We in the industry have more work to do to match our prices to poor customers’ income levels and to improve repayment rates. These are challenges for those of us who are building on the work of PAYGo solar pioneers by expanding into less attractive markets, where incomes are lower, mobile money is nascent and infrastructure can be dodgy. My company, Epsilon, is working on these challenges in Mozambique, where we now have the added challenge of dealing with the aftermath of Cyclone Idai.

1. Lower costs to reach more customers at the bottom of the pyramid

If your PAYGo solar company is selling to customers at the middle of the pyramid and you’re moving up, you’re moving away from the market. Most potential PAYGo customers are at the bottom of the pyramid.

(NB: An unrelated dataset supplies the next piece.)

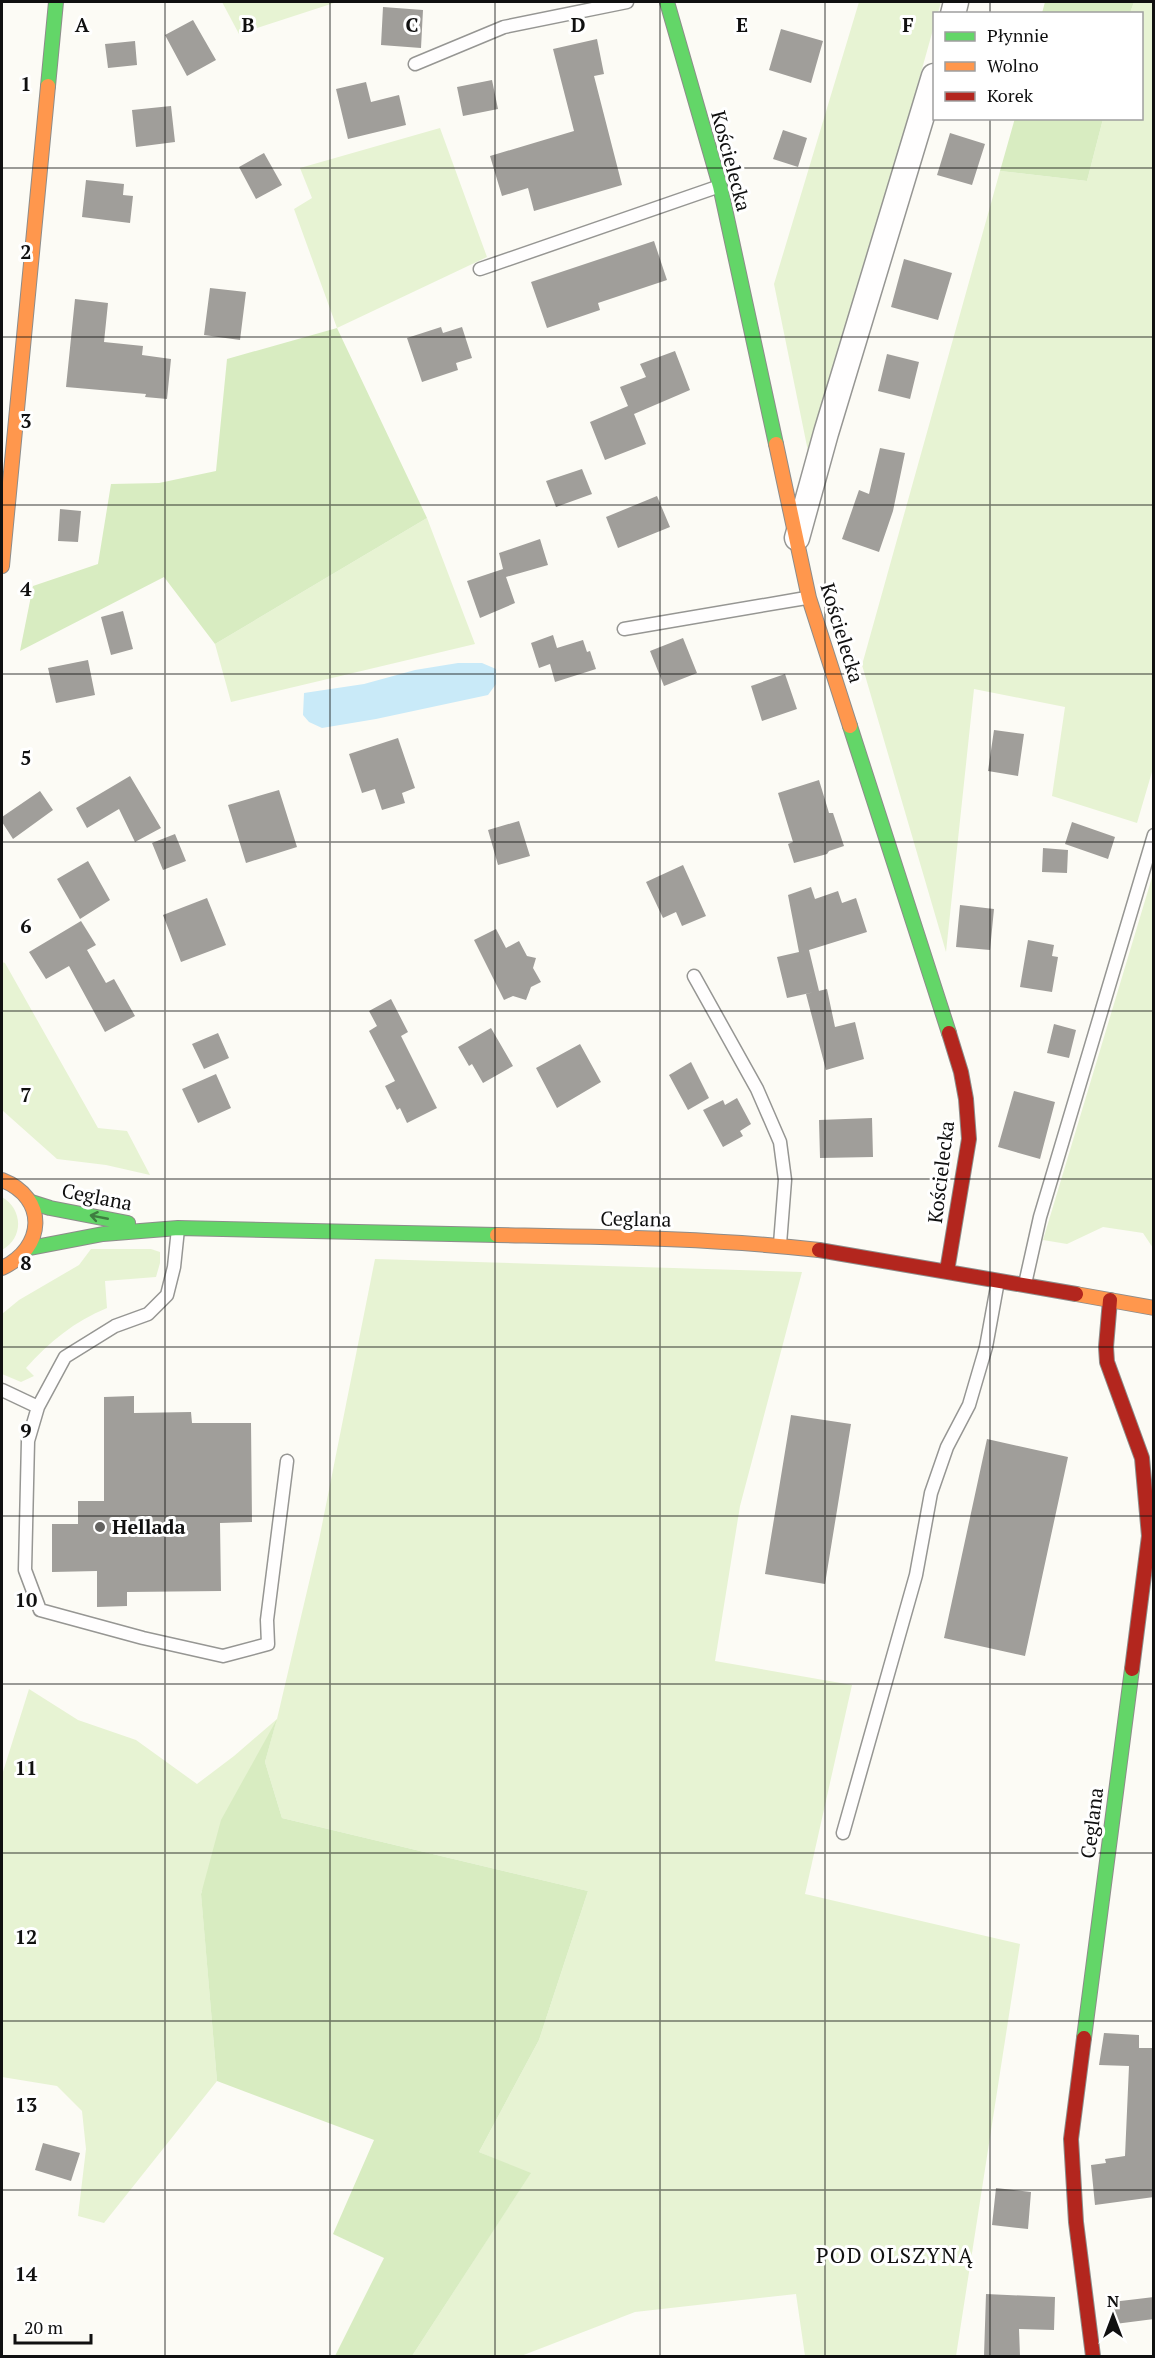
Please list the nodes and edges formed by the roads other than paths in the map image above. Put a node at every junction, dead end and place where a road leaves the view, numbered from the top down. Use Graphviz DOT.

To reach them, PAYGo companies must lower their prices at the point of sale or they will run out of customers. At Epsilon, we have focused on driving down the costs of the solar equipment we buy off the shelf and on improving our scale and credit rating to reduce our borrowing costs. We are also trying to reduce our organizational costs and get more done with less.

To fully reach the hundreds of millions of potential off-grid solar customers, however, the PAYGo industry needs to find multiple ways to offer lower costs. Moving into the secondary market is another option that Epsilon is exploring. PAYGo companies can sell refurbished solar units with warranties using the same distribution channels. With useful life cycles of five years for quality solar units, providers could aim to upgrade customers within a couple of years and redistribute (and refinance) their used systems to customers in the same communities with less disposable income. In Mozambique, we will need to build the infrastructure for quality refurbishing and resale, and that is a challenge we are excited to undertake.

2. Understand low-income customers to improve repayment rates

PAYGo solar doesn’t reduce credit risk or make the bottom of the pyramid inherently more bankable. Remote lockout technology, which enables lenders to deactivate delinquent borrowers’ solar systems, is a powerful tool to influence payment behavior, but it does not turn a bad customer into a good one. If you accept customers who are ill-equipped to repay you, they will not complete their contract.

PAYGo companies know what to do when customers stop paying, but we know considerably less about how customers will pay over the life of the portfolio. What are the behavioral groups that characterize the majority of customers? Have we gone through enough full payment cycles to know? In Mozambique, my experience is that customers repay but take longer than the agreed contract term. We have more of a timing risk than a credit risk, and we need to adapt this to get the right balance of price, repayment period, collections cost and cost of borrowing.

Overall, PAYGo providers should make sure that internal incentives align around sustainable repayment. They should also invest in research and experimentation so that they can offer appropriate products, terms and flexibility to different customers.

The future of PAYGo solar is bright

Even if PAYGo companies address these challenges, success still requires a bit of luck. This spring, Cyclone Idai hit our sales zone in Mozambique. While there was limited flooding, loss of life and house damage, our customer’s crops were destroyed, and they were suddenly without any source of income for payments or deposits. As a result, we are facing a 75 percent reduction in payments and a six-month halt to new sales. Some risks can be managed; some are just risks.

But our misfortune with the cyclone doesn’t change the fact to me that PAYGo has a bright future. There is a huge demand for PAYGo solar. If PAYGo companies can reach a price point that supports scalable operations, and if they can leverage software and management tools to collect against their portfolios and run their businesses cost-effectively, they could completely remake equipment financing not just for solar, but for any number of other assets and services that benefit poor customers.

Kevin Kennedy is a renewable energy and asset financing professional with over 20 years of entrepreneurship and operational experience in mature and developing markets.